I am in the process of migrating a bunch of stuff off an ancient server which has been up continuously for 5 years and is being sunset (the hardware is tired and RedHat is ending support for RHEL4). The migration process has been a potent reminder as to the many hidden costs of installed software. For instance, at the time that the old machine was set up I used Subversion for version control and Trac for documentation and ticketing. Once these were working nicely for my purposes, I stopped upgrading them. Now you could say that’s a pretty stupid thing to do, but when you have very limited time would you rather fix a bug or upgrade your tools, especially when those are working!
So now of course I had a brand new machine running RHEL5 and much more up-to-date versions of Subversion and Trac. I have been using Git and Github for a more recent project but didn’t want to make a switch here as there is a lot of info in Trac that is nicely sync’d to the source. So how hard could it be? Well, the Subversion upgrade was a cinch. I dumped the repository on the old machine and loaded it on the new machine. Including time to set up Subversion, configure Apache to serve up the repo, and my laptop to connect, this all took less than 1 hour.

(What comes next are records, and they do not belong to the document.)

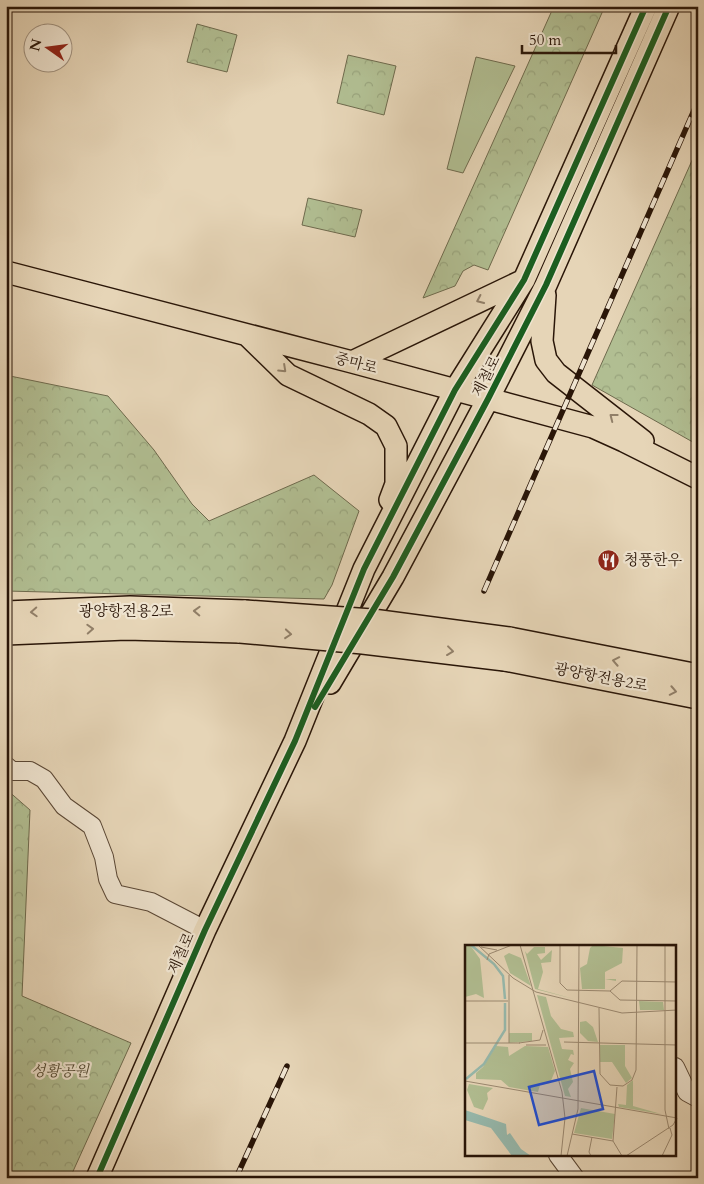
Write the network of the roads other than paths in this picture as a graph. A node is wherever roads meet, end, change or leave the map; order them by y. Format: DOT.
graph roads {
  1 [pos="646,6"];
  2 [pos="669,6"];
  3 [pos="6,272"];
  4 [pos="524,280"];
  5 [pos="546,285"];
  6 [pos="248,336"];
  7 [pos="352,362"];
  8 [pos="455,390"];
  9 [pos="488,399"];
  10 [pos="679,468"];
  11 [pos="698,478"];
  12 [pos="364,569"];
  13 [pos="6,614"];
  14 [pos="242,622"];
  15 [pos="6,632"];
  16 [pos="507,649"];
  17 [pos="698,677"];
  18 [pos="698,696"];
  19 [pos="295,741"];
  20 [pos="6,766"];
  21 [pos="205,930"];
  22 [pos="676,1069"];
  23 [pos="698,1098"];
  24 [pos="559,1156"];
  25 [pos="97,1178"];
  26 [pos="575,1178"];
  1 -- 4 [label="main road, 제철로"];
  2 -- 5 [label="main road, 제철로"];
  3 -- 6 [label="main road, 중마로"];
  4 -- 7 [label="main road, one-way"];
  4 -- 8 [label="main road, 제철로"];
  5 -- 9 [label="main road, 제철로"];
  10 -- 5 [label="main road, one-way"];
  6 -- 7 [label="main road, 중마로"];
  6 -- 12 [label="main road, one-way"];
  7 -- 8 [label="main road, 중마로"];
  8 -- 9 [label="main road, 중마로"];
  8 -- 12 [label="main road, 제철로"];
  9 -- 10 [label="main road, 중마로"];
  9 -- 19 [label="main road, 제철로"];
  10 -- 11 [label="main road, 중마로"];
  12 -- 19 [label="main road, 제철로"];
  14 -- 13 [label="highway, 광양항전용2로, one-way"];
  15 -- 14 [label="highway, 광양항전용2로, one-way"];
  14 -- 16 [label="highway, bridge"];
  17 -- 16 [label="highway, 광양항전용2로, one-way"];
  16 -- 18 [label="highway, 광양항전용2로, one-way"];
  19 -- 21 [label="main road, 제철로"];
  20 -- 21 [label="street"];
  21 -- 25 [label="main road, 제철로"];
  22 -- 23 [label="street"];
  24 -- 26 [label="street"];
}
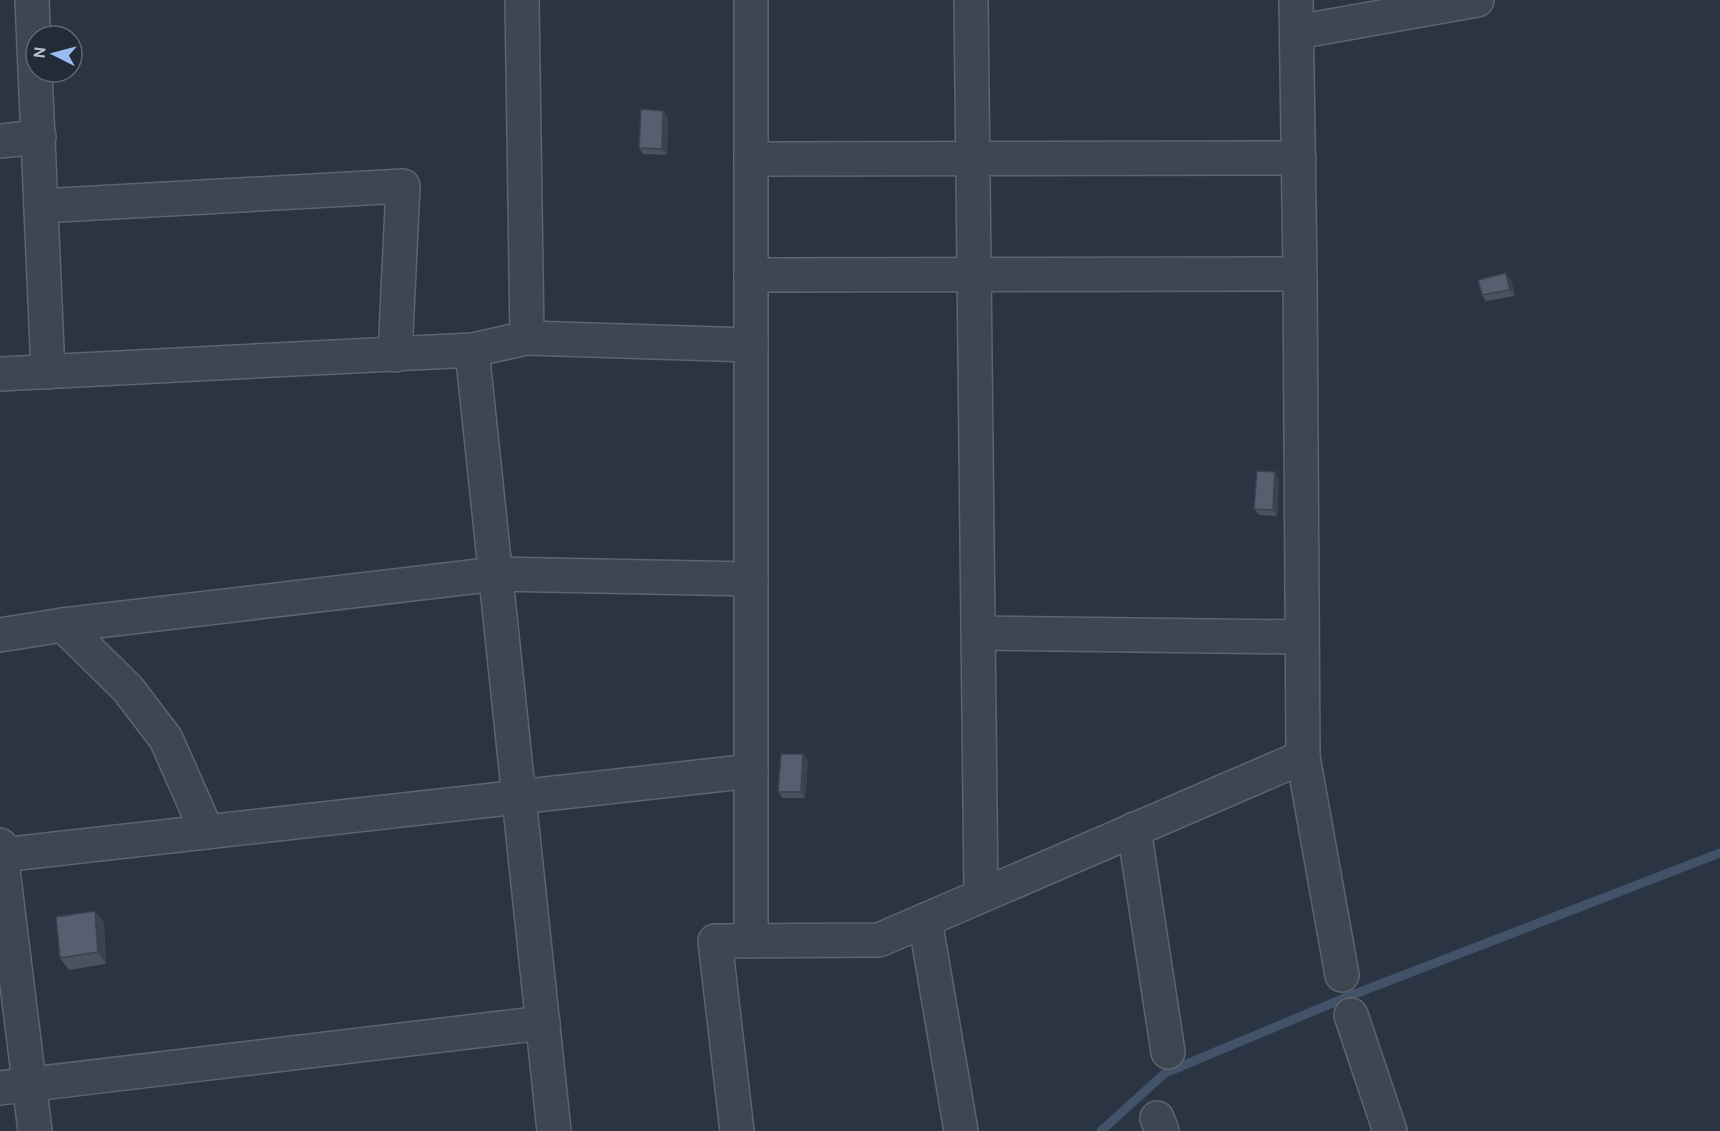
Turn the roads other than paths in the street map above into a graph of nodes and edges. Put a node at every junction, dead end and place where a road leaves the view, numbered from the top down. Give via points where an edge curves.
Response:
1 (32, 0) edge
2 (522, 0) edge
3 (751, 0) edge
4 (971, 0) edge
5 (1296, 0) edge
6 (1477, 0) edge
7 (1297, 32) junction
8 (39, 137) junction
9 (0, 141) edge
10 (1299, 158) junction
11 (751, 159) junction
12 (972, 159) junction
13 (41, 206) junction
14 (751, 274) junction
15 (974, 274) junction
16 (1300, 274) junction
17 (528, 338) junction
18 (751, 345) junction
19 (472, 350) junction
20 (394, 355) junction
21 (48, 372) junction
22 (0, 374) edge
23 (496, 574) junction
24 (751, 579) junction
25 (63, 625) junction
26 (978, 633) junction
27 (0, 634) edge
28 (1302, 637) junction
29 (1303, 757) junction
30 (751, 771) junction
31 (519, 797) junction
32 (1134, 829) junction
33 (207, 832) junction
34 (1, 850) edge
35 (981, 895) junction
36 (925, 920) junction
37 (751, 941) junction
38 (1342, 975) dead end
39 (1351, 1015) dead end
40 (543, 1023) junction
41 (1168, 1052) dead end
42 (14, 1086) edge
43 (35, 1131) edge
44 (554, 1131) edge
45 (737, 1131) edge
46 (961, 1131) edge
47 (1390, 1131) edge

1 - 8 street
2 - 17 street
3 - 11 street
4 - 12 street
5 - 7 street
6 - 7 street
7 - 10 street
8 - 9 street
8 - 13 street
10 - 12 street
10 - 16 street
11 - 12 street
11 - 14 street
12 - 15 street
13 - 20 street via 403,186
13 - 21 street
14 - 15 street
14 - 18 street
15 - 16 street
15 - 26 street
16 - 28 street
17 - 18 street
17 - 19 street
18 - 24 street
19 - 20 street
19 - 23 street
20 - 21 street
21 - 22 street
23 - 24 street
23 - 25 street
23 - 31 street
24 - 30 street
25 - 27 street
25 - 33 street via 128,689 166,739
26 - 28 street
26 - 35 street
28 - 29 street
29 - 32 street
29 - 38 street
30 - 31 street
30 - 37 street
31 - 33 street
31 - 40 street
32 - 35 street
32 - 41 street
33 - 34 street
34 - 42 street
35 - 36 street
36 - 37 street via 879,940
36 - 46 street
37 - 45 street via 715,941
39 - 47 street
40 - 42 street
40 - 44 street
42 - 43 street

But then I got around to Trac where I was on version 0.10.4 and the current version is 0.12.2. As it turns out in between they switched templating engines and went from SQLite2 to SQLite3. I had to upgrade the old machine through several versions before I was able to export my data in a format that the new install could consume. Even then the documentation on how to do this was spotty at best. At one point I got so frustrated that I thought it might be easier to downgrade my new install to 0.10.4 but an attempt to install that old version on RHEL5 went nowhere. In the end I got it all done but it took almost 3 hours. Granted that someone who does this more often than once every other year might have been much faster, but my Google searches suggest that I wasn’t the only one to find this a bit tricky.
I still have quite a few other things to migrate to the new machine which I am sure will produce some similar problems. I could of course try to find someone to do all of this, but (a) that’s not easy given that this is a small one-off project and (b) I like to stay connected to how things actually work. And this object lesson in the cost of installed software was a good reminder for when this topic comes up with startups. For anything that’s not core to your success, consider using a Software As A Service offering over installing and running your own.